Dinner Alone in Bologna

Well, it was wonderful…the Bologna part and the alone part.

After three months in San Diego, with family and friends and helping to care for my mother, Ruthie. A summer of caregiving is very intense. Ruthie is almost 94; she is frail, but lucid and not such a difficult person despite her frailties. Caregiving itself is intense: every evening I was exhausted without being sure of what I had done that day. A thousand little things.

Now I was back home in the Milan suburbs where I have lived for 30 years. Barely out of jet-lag fog, I felt eager to learn new things, so I signed up for a translation course in Bologna, a two hour train trip from Milano Centrale.

My modest 3 star hotel was in the university district and next to Via delle Belle Arti….so I could walk along the street that is lined with university faculties, bars, pubs, artist studios and terracotta romanesque churches; all the walls plastered with posters and leftist graffiti (“Fuck Austerity”, “Anarchy Now!”).

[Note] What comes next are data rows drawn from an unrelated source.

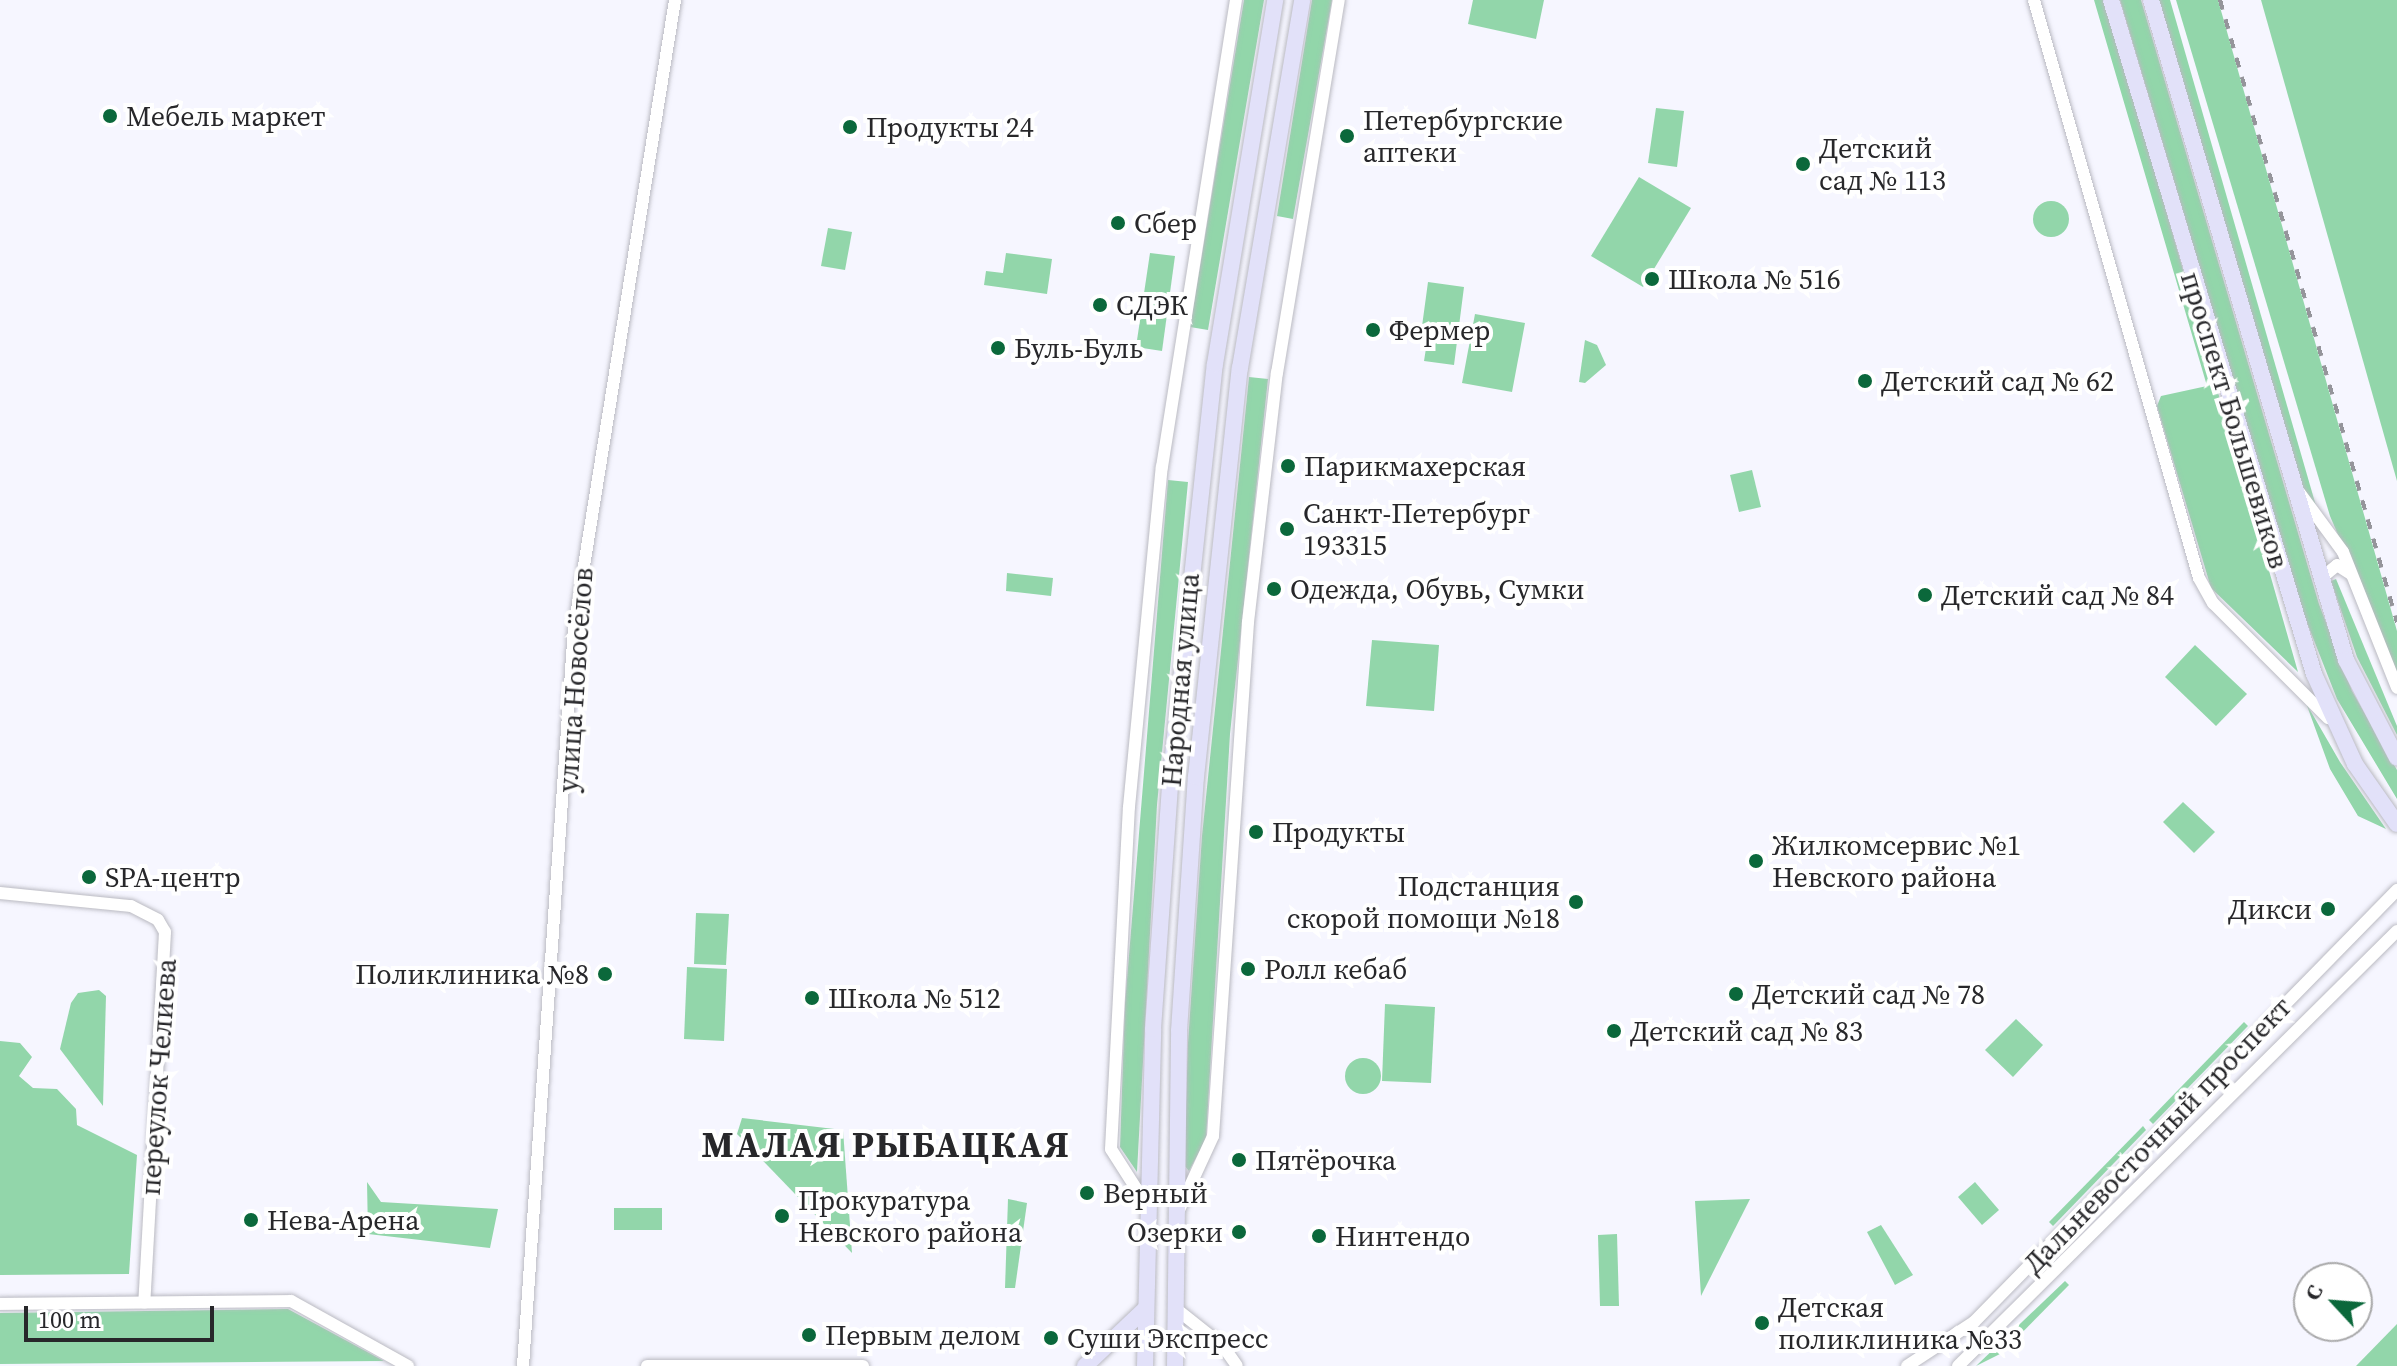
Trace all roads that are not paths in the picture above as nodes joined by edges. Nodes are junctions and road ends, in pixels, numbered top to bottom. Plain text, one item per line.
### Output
1 (675, 0) edge
2 (1236, 0) edge
3 (1275, 0) edge
4 (1302, 0) edge
5 (1339, 0) edge
6 (2034, 0) edge
7 (2111, 0) edge
8 (2151, 0) edge
9 (2290, 481) junction
10 (2354, 576) junction
11 (2320, 579) junction
12 (2397, 688) edge
13 (2334, 727) junction
14 (2397, 758) edge
15 (2397, 824) edge
16 (2397, 890) edge
17 (0, 893) edge
18 (2397, 931) edge
19 (1146, 1204) junction
20 (1175, 1217) junction
21 (144, 1302) junction
22 (0, 1304) edge
23 (1175, 1308) junction
24 (1144, 1310) junction
25 (408, 1366) edge
26 (523, 1366) edge
27 (647, 1366) edge
28 (863, 1366) edge
29 (1085, 1366) edge
30 (1145, 1366) edge
31 (1175, 1366) edge
32 (1237, 1366) edge
33 (1907, 1366) edge
34 (1958, 1366) edge

1 - 26 street, улица Новосёлов
2 - 19 street
3 - 19 main road, Народная улица
4 - 20 main road, Народная улица
5 - 20 street
6 - 13 street
7 - 13 main road, проспект Большевиков
8 - 9 main road, проспект Большевиков
9 - 10 street
9 - 11 main road, проспект Большевиков
10 - 11 street
10 - 12 street
11 - 14 main road, проспект Большевиков
13 - 15 main road, проспект Большевиков
16 - 33 street, Дальневосточный проспект
17 - 21 street, переулок Челиева
18 - 34 street, Дальневосточный проспект
19 - 24 main road, Народная улица
20 - 23 main road, Народная улица
21 - 22 street
21 - 25 street
23 - 31 main road, Народная улица
23 - 32 street
24 - 29 main road
24 - 30 main road, Народная улица
27 - 28 street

It was still warm here at the end of September so the streets were full of students roaming around, eating ice cream, drinking beer; many kids smoking cigs and the occasional whiff of dope sailed past you as you walked along. Cops were around, yes, but there was no sense of aggression in the air. Just a feeling of being comfortably anonymous in a crowd in Europe.

I ate at the Trattoria Belle Arti, of course. Grilled vegetables and cheese with balsamic vinegar (prosecco) followed by tortelloni with porcini mushrooms (red wine). I sent a few text messages to my husband, Yves, who was biking from Paris to London with a high school friend, but apart from those brief communications, nobody talked to me, nobody bugged me and I just thought my own thoughts.

I remembered an elderly couple who were in the water with me at Del Mar on Saturday the week before, the day I left the US. They were catching waves badly, but enthusiastically. Their bathing suits were from the 70s and they each had dorky foam boogie boards with WHAM-O! written on the tail in red and yellow. I fell in love with this couple and their total involvement in that moment, but had forgotten about them in the rush to pack, catch the plane and get re-settled in Arese. How wonderful to see them again, clear as a bell in Bologna.

Just wanted to share, dears.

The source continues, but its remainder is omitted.